US stocks suffered their worst falls in more than six years on Monday in a sell-off sparked by concerns of higher interest rates.
The Dow Jones Industrial Average index tumbled 1,175 points, or 4.6% to close down at 24,345.75.
The White House moved to reassure investors saying it was focused on “long-term economic fundamentals, which remain exceptionally strong”.
Signs of improvement in the economy had driven US markets to record highs.
Ever since he was elected in November 2016 President Donald Trump has tweeted a number of times about the increase in US stock markets, using the gains since he took office to illustrate market improvement.
“Economic news from the US has been stronger than anticipated,” said David Kuo, chief executive of financial services advisory Motley Fool.
“So, perversely, the market correction has been caused by positive economic news”.
Monday’s decline is the largest decline in percentage terms for the Dow since August 2011, when markets dropped in the aftermath of “Black Monday” – the day Standard & Poor’s downgraded its credit rating of the US.
What has the reaction been?
The drop on the Dow was closely followed by the wider S&P 500 stock index, down 4.1% and the technology-heavy Nasdaq, which lost 3.7%.
In London, the FTSE 100 index of leading companies also fell to close down 1.46% or 108 points lower.
In Tuesday’s early Asian trade, stocks were following Wall Street’s lead. Japan’s benchmark Nikkei 225 sank 4.8% before recovering slightly, while Australia’s benchmark S&P/ASX 200 was down 2.7%. In South Korea, the Kospi lost 2.3%.
Asian markets are following Wall Street’s lead – but why?
Why is this happening?
Investors are reacting to changes in the outlook for the American and global economy, and what that might mean for the cost of borrowing.
The stock market sell-off accelerated on Friday when the US Labour Department released employment numbers which showed stronger growth in wages than was anticipated.
CMC Markets analyst Michael McCarthy said the wage numbers “blew lower interest rates out of the water”.
“The share selling….reflects a higher than previously anticipated interest rate environment,” Mr McCarthy said.
- US jobs and wages rise in January
- The US economy in six charts
In response to that, investors moved to sell out of stocks and put money into assets like bonds which benefit from higher interest rates.
“This isn’t a collapse of the economy. This isn’t a concern that markets aren’t going to do well,” said Erin Gibbs, portfolio manager for S&P Global Market Intelligence.
“This is concern that the economy is actually doing much better than expected and so we need to re-evaluate,” she said.
What has driven the Dow’s surge?
Stronger global growth has prompted central banks in Europe, Canada and elsewhere to ease away from policies put in place to stimulate the economy after the financial crisis.

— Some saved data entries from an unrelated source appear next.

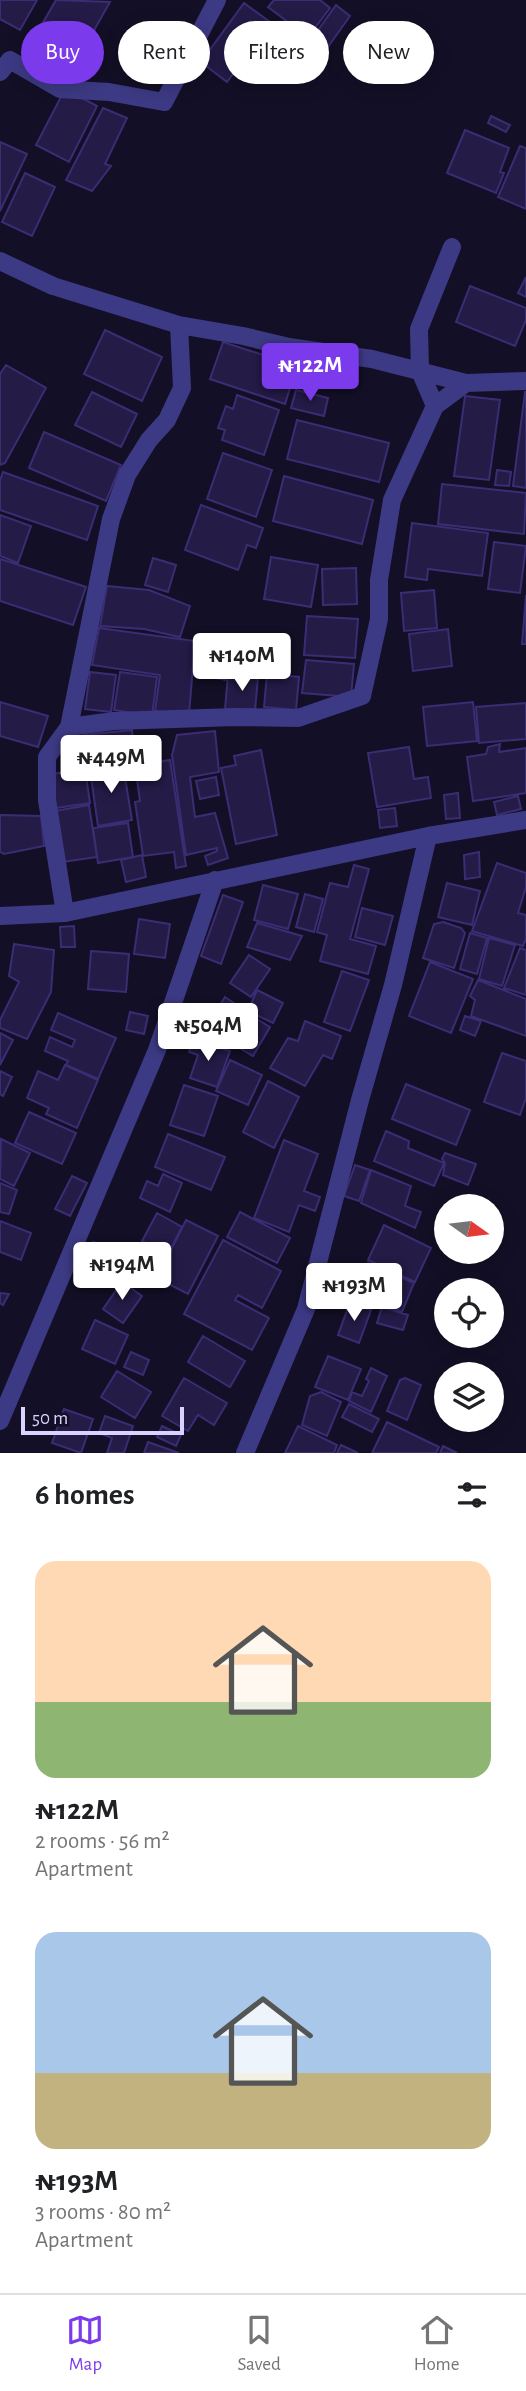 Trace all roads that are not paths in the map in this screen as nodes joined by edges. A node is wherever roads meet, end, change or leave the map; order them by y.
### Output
1 (217, 0) edge
2 (0, 72) edge
3 (452, 247) dead end
4 (0, 261) edge
5 (178, 326) junction
6 (421, 371) junction
7 (526, 381) edge
8 (466, 383) junction
9 (435, 406) junction
10 (69, 727) junction
11 (526, 820) edge
12 (428, 836) junction
13 (215, 880) junction
14 (65, 913) junction
15 (0, 916) edge
16 (0, 1421) edge
17 (245, 1453) edge

1 - 2 street
3 - 6 street
4 - 5 street
5 - 6 street
5 - 10 street
6 - 8 street
6 - 9 street
7 - 8 street
8 - 9 street
9 - 10 street
10 - 14 street
11 - 12 street
12 - 13 street
12 - 17 street
13 - 14 street
13 - 16 street
14 - 15 street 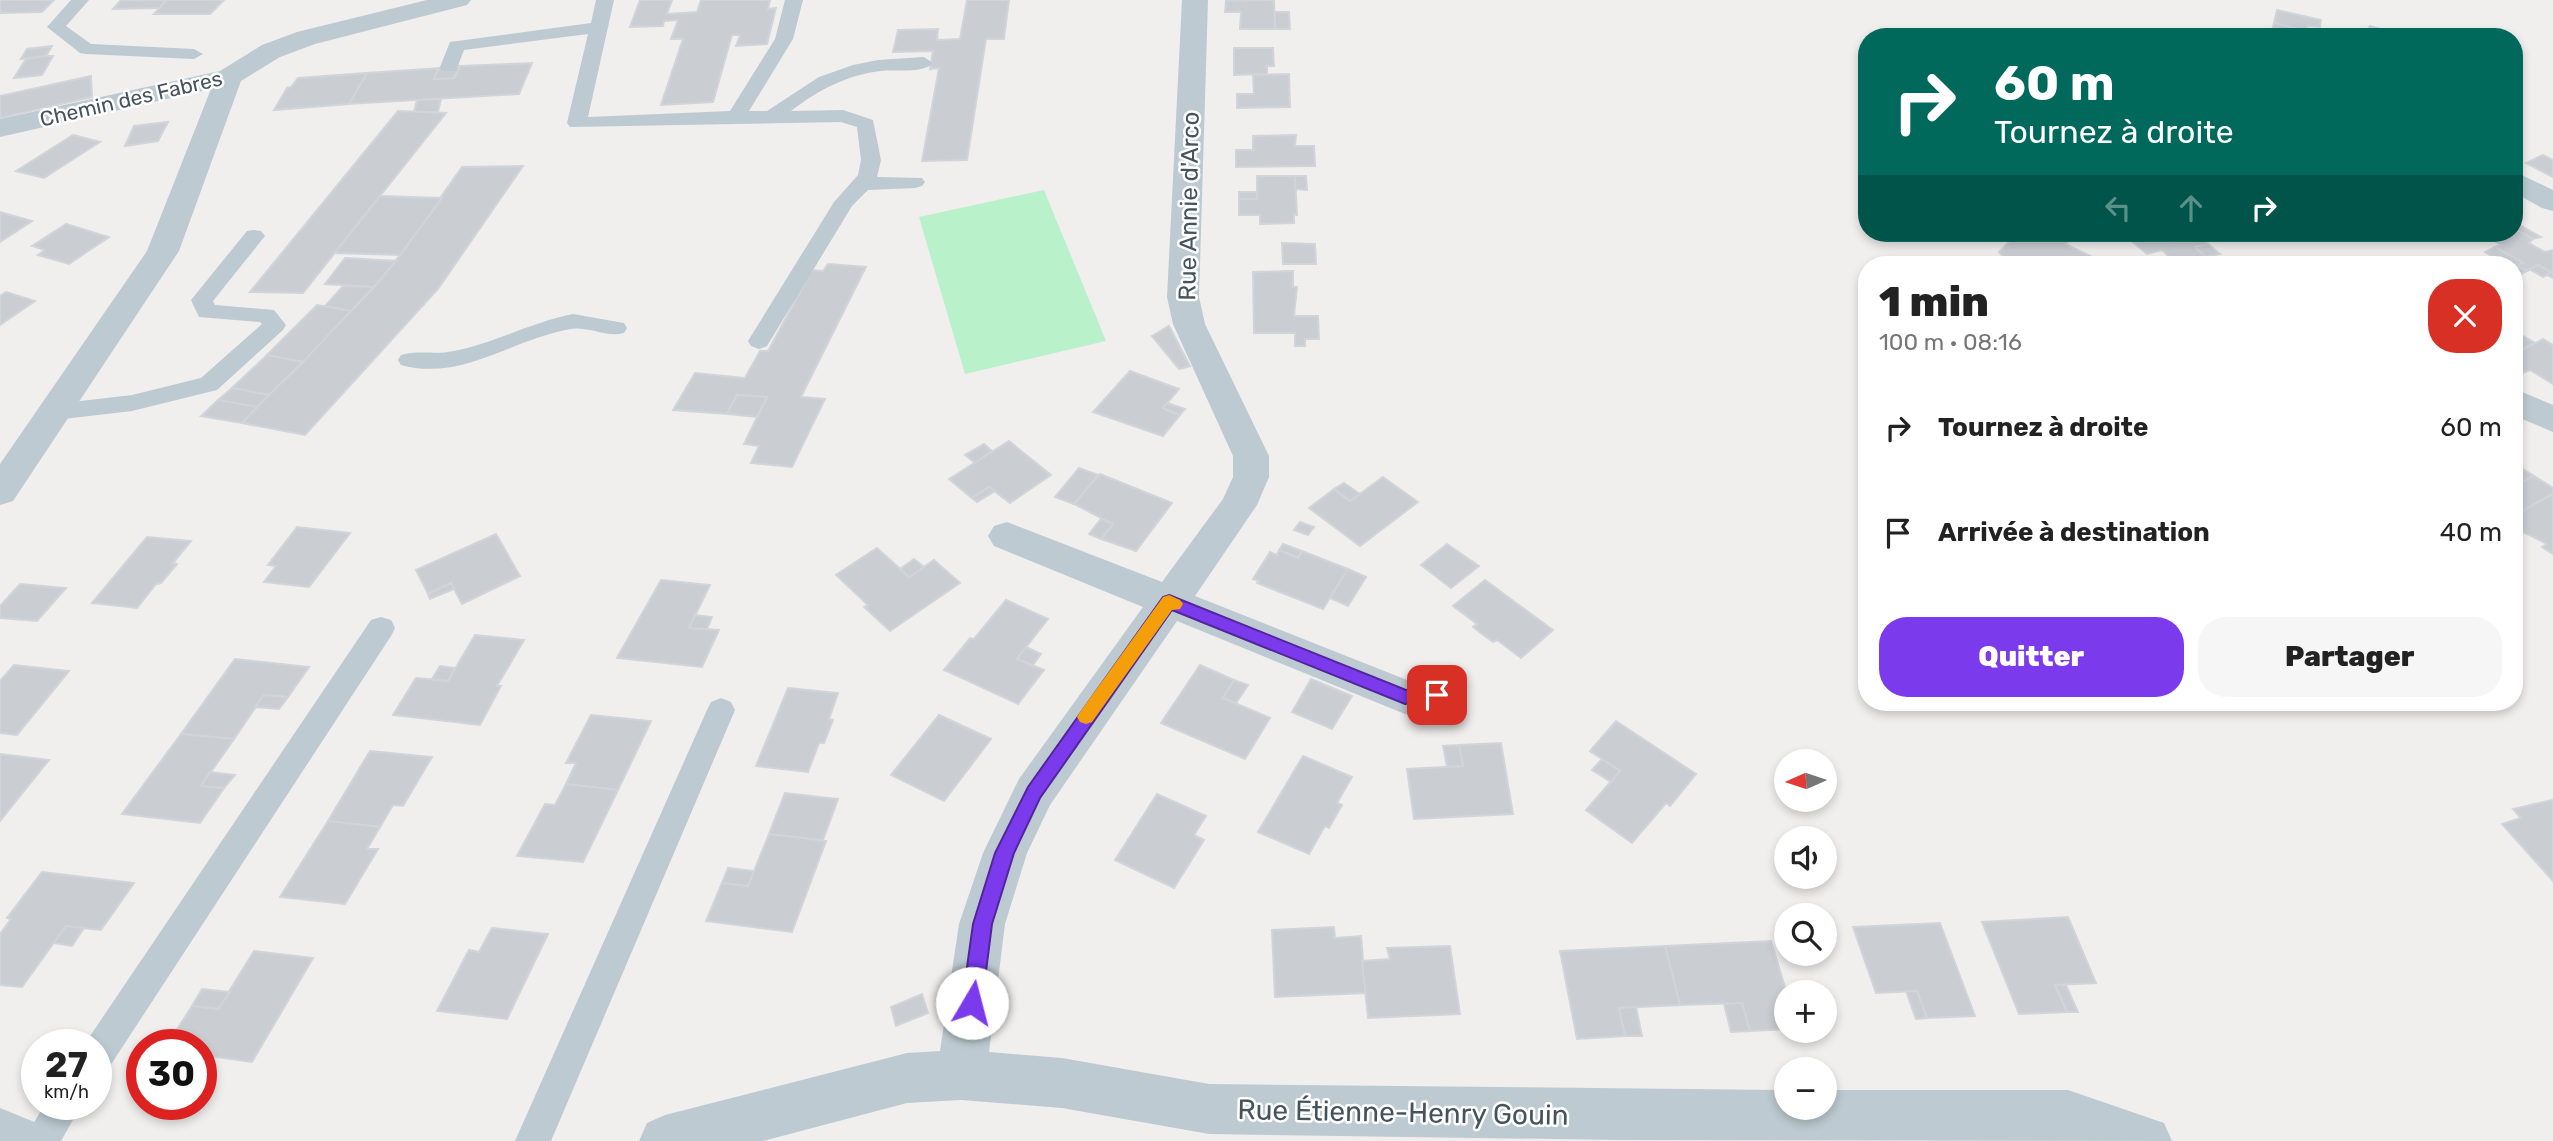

What impact will this have?
Analysts say investors should be prepared for choppier stock markets in the months ahead.
But the Dow closed Monday having shed about a third of its gains since Mr Trump took office in January 2017.
It marks a dramatic turnaround from January, when it raced past the 25,000 and 26,000 point milestones in less than a month.
Joel Prakken, chief US economist for IHS Markit, predicts share price gains will be limited over the next two years.
But he added that markets would need to deteriorate more significantly for him to start to worry about the broader economy.
“The difference between this year and last year is we’re going to see more periods of volatility like this as the market reacts to higher inflation,” he said.
“We’re just not used to it because it’s been so long since we’ve had a significant correction.”
What does it mean for investors?
Investors have been bracing for a downturn after months of seemingly unstoppable gains.
Amid the market plunge on Monday, websites for several large money management companies suffered slowdowns or crashes.
Wall Street firms also said they have been fielding calls from people worried about their investments.
Boasting about stock market gains is a dangerous game that most presidents avoid playing. Barack Obama did it occasionally, but only after the US economy had climbed significantly from the wreckage of the 2008 collapse.
After warning of a market bubble during the campaign, however, Donald Trump became the Dow Jones’s biggest cheerleader- in tweets, at rallies and even during last week’s State of the Union address. That set up the jarring visual of the president boasting about the benefits of his tax cuts in a speech as the markets headed south.
US cable news channels, which had been airing the president live, cut into their coverage to report on the record-setting day. It was a highly visible hiccup in the recent US economic success story that will be hard for most Americans to miss.
The president will make the case that the fundamentals in the economy are still strong. Wages are up and unemployment is down – possibly contributing to stock drop. If growth continues, this could be chalked up as yet another rhetorical mis-step by a non-politician.
If it’s the beginning of a larger correction in an election year, however, the president’s words could come back to haunt him.